The 2001 La Segreta Rosso is an excellent value and wonderful introduction to this region. A blend of 60% Nero d'Avola, 20% Merlot and 20% Syrah (no wood aging) this wine is a rustic beauty. Bright red currant color is complemented by a nose of blackberrries, bacon fat and a touch of mint. On the palate the wines reveals layers of ripe fruit tinged with notes of smoked meat. The tannins are somewhat forceful but not overbearing as is the lively acidity. The finish is lingering. This wine will work great with grilled red meats or spicy barbecue. Enjoy!

DominiqueDominique:
’00 Domaine Dupere Barrera, Bandol ‘Cuvee India’ $15.99
Spring is here at last. The sun is shinning and temperatures are climbing.

Therefore, I’m thinking picnic in the park, a walk in forest, being near a lake or the ocean, relaxing and drinking a nice and easy B.B.Q wine. In the south of France, it is the best time to open a bottle of red Bandol; one will keep the "Rose" for the summer.

In stature it is Provence’s most important wine and one, moreover, that fulfils many modern wine drinker’s criteria for pleasure. Bandol is a relatively small seaside region about 30 miles drive southeast from the center of Marseille. The appellation produces mainly "Rose" made with Mourvedre as a predominant grape variety and Red wine made by law with a minimum of 50% Mourvedre.

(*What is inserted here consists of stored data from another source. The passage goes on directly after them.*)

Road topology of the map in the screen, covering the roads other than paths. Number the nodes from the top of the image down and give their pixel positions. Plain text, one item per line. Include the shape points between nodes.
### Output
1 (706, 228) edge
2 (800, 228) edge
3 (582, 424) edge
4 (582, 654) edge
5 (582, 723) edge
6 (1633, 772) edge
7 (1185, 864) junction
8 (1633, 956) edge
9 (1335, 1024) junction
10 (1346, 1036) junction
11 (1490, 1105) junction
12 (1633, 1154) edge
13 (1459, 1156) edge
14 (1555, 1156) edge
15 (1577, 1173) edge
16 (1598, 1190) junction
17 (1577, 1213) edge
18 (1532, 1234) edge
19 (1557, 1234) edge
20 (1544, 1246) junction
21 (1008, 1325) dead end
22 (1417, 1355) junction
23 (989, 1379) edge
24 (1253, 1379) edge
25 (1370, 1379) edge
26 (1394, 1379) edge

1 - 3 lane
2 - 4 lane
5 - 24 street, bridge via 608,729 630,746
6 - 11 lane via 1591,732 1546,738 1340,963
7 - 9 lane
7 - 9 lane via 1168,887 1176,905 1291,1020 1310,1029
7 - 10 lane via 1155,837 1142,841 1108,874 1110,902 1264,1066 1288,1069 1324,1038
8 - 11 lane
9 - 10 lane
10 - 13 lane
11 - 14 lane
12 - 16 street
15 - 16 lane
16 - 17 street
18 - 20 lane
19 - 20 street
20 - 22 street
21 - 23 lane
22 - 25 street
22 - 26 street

The best vineyards are located in protected pockets, mostly facing South toward The Mediterranean with the hills at their back as a natural protection against the cold northern coming wind called the Mistral.

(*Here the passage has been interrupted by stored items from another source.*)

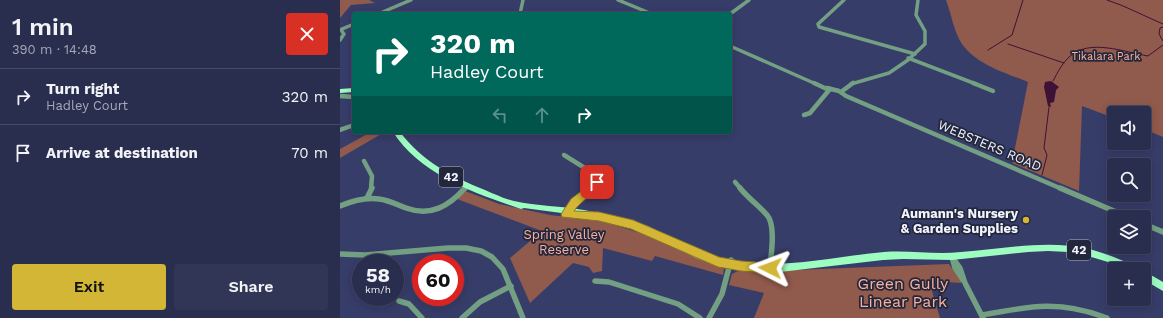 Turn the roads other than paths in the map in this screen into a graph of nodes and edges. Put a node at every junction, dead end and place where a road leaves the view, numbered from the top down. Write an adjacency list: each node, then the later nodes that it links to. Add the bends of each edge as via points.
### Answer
1 (411, 0): 7 (street)
2 (523, 0): 8 (street)
3 (618, 0): 9 (street)
4 (748, 0): 10 (street)
5 (844, 0): 15 (street, via 818,24 819,27)
6 (918, 0): 15 (street, via 916,15 926,38 925,44)
7 (383, 12)
8 (520, 12)
9 (647, 12)
10 (732, 12)
11 (352, 25): 12 (street)
12 (340, 30): 13 (street, via 344,34)
13 (340, 40)
14 (732, 47): 17 (street, WEBSTERS ROAD)
15 (915, 54): 16 (street)
16 (908, 58): 19 (street); 21 (street, via 888,73 858,80)
17 (829, 89): 21 (street, WEBSTERS ROAD); 24 (street, via 810,113)
18 (352, 91): 20 (main road)
19 (993, 91)
20 (340, 92)
21 (842, 93): 34 (street, WEBSTERS ROAD)
22 (340, 96): 23 (street)
23 (352, 97)
24 (804, 115)
25 (352, 126): 26 (street)
26 (340, 130)
27 (398, 134): 31 (main road, 42, via 418,156)
28 (564, 155): 35 (street, via 579,164 597,182 594,188 577,200)
29 (364, 161): 32 (street, via 374,177 374,184)
30 (735, 182): 42 (street, via 768,216 772,231)
31 (468, 186): 32 (street, via 446,206 433,212 417,212 385,200); 35 (main road, 42, via 494,198 541,211)
32 (367, 198): 33 (street)
33 (340, 206)
34 (1112, 210)
35 (567, 213): 40 (main road, 42, via 599,216 644,228 706,257)
36 (1151, 227): 37 (street)
37 (1163, 232)
38 (340, 254): 45 (street, via 365,255 466,248 481,251 492,257 503,269)
39 (954, 260): 41 (main road, 42, via 1045,247 1077,249); 42 (main road, 42, via 866,259 814,266); 48 (street, via 955,268 966,283)
40 (731, 262): 42 (main road, 42); 53 (street, via 722,294)
41 (1116, 262)
42 (770, 266)
43 (1151, 279): 46 (main road)
44 (595, 281): 52 (street, via 610,282 678,304)
45 (510, 286): 50 (street, via 480,302); 51 (street)
46 (1163, 287)
47 (404, 302): 49 (street, via 409,304)
48 (982, 316): 54 (street, via 1052,304 1075,307)
49 (422, 318)
50 (462, 318)
51 (523, 318)
52 (700, 318)
53 (709, 318)
54 (1107, 318) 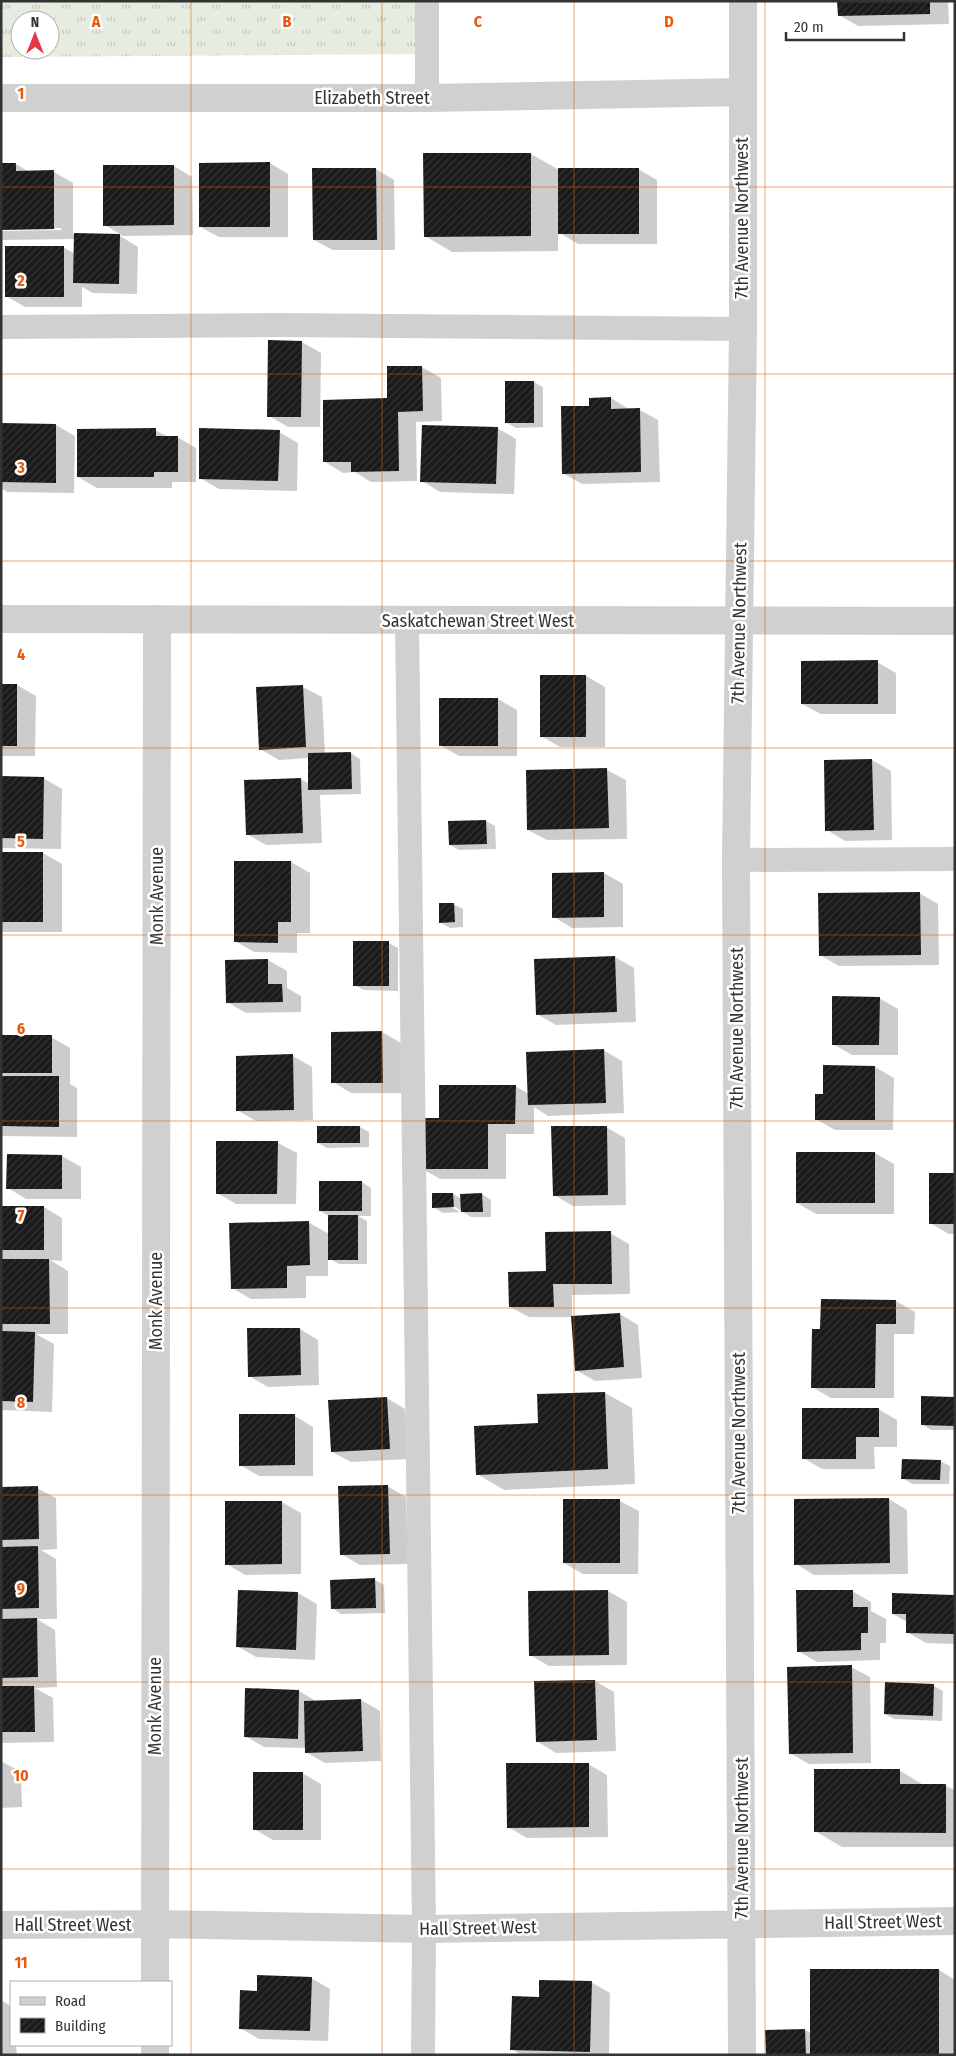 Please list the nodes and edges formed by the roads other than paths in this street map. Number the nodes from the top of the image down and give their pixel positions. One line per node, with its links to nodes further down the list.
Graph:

The best Provencal wines are said to smell and taste of Garrigue. A word that well describes the character of the land: parched, low rolling limestone hills covered in dry scrub with tough, resiny Plants: wild rosemary, wild thyme, lavender and half decayed green oaks.

This 100% old vine Mourvedre Bandol from Emmanuelle Dupere and Laurent Barrera, wine negociants with a non-commercial mentality by preserving Quality and Respect of the Terroir, is produced from a 50 year old vineyard on red clay with limestone subsoil. The production is 85% of old vines Mourvedre and 15% of Grenache/Cinsault located on excellent plots facing south-east and north-east.

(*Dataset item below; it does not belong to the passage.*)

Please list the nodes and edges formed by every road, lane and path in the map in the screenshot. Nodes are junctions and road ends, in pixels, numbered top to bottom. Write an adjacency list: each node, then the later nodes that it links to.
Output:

The Biodynamic method is used as much as possible. The wine is raised for 18 months in big wood vats. Then aged for 2 to 6 months in small oaks barrels and is neither filtered, fined and no added yeasts. It is closed to being Organic.

Just to let you know, the name ‘Cuvee India’ has been taken off of the label for the U.S market to avoid the confusion with wine coming from India. It is ready to drink now but will need decanting, otherwise let it rest for the next two years. So just pop the cork and let the wine release all the perfumes of the Garrigue and the Mediterranean.

Dr. MartyDr. Marty:
’98 Francois Baur, Alsace Riesling Grand Cru Brand $16.49
If the 2001 German Rieslings were your introduction to Riesling, you couldn’t have done better. The vintage was described as one of Germany’s best ever. However, the German Rieslings you encountered were basically all sweet or semi-sweet. Although there are dry German Rieslings, only a tiny fraction of these leave the country, being used primarily for the nation’s restaurant trade. So, where do we go for Old World dry Riesling? The answer is Alsace, located in the northeast corner of France.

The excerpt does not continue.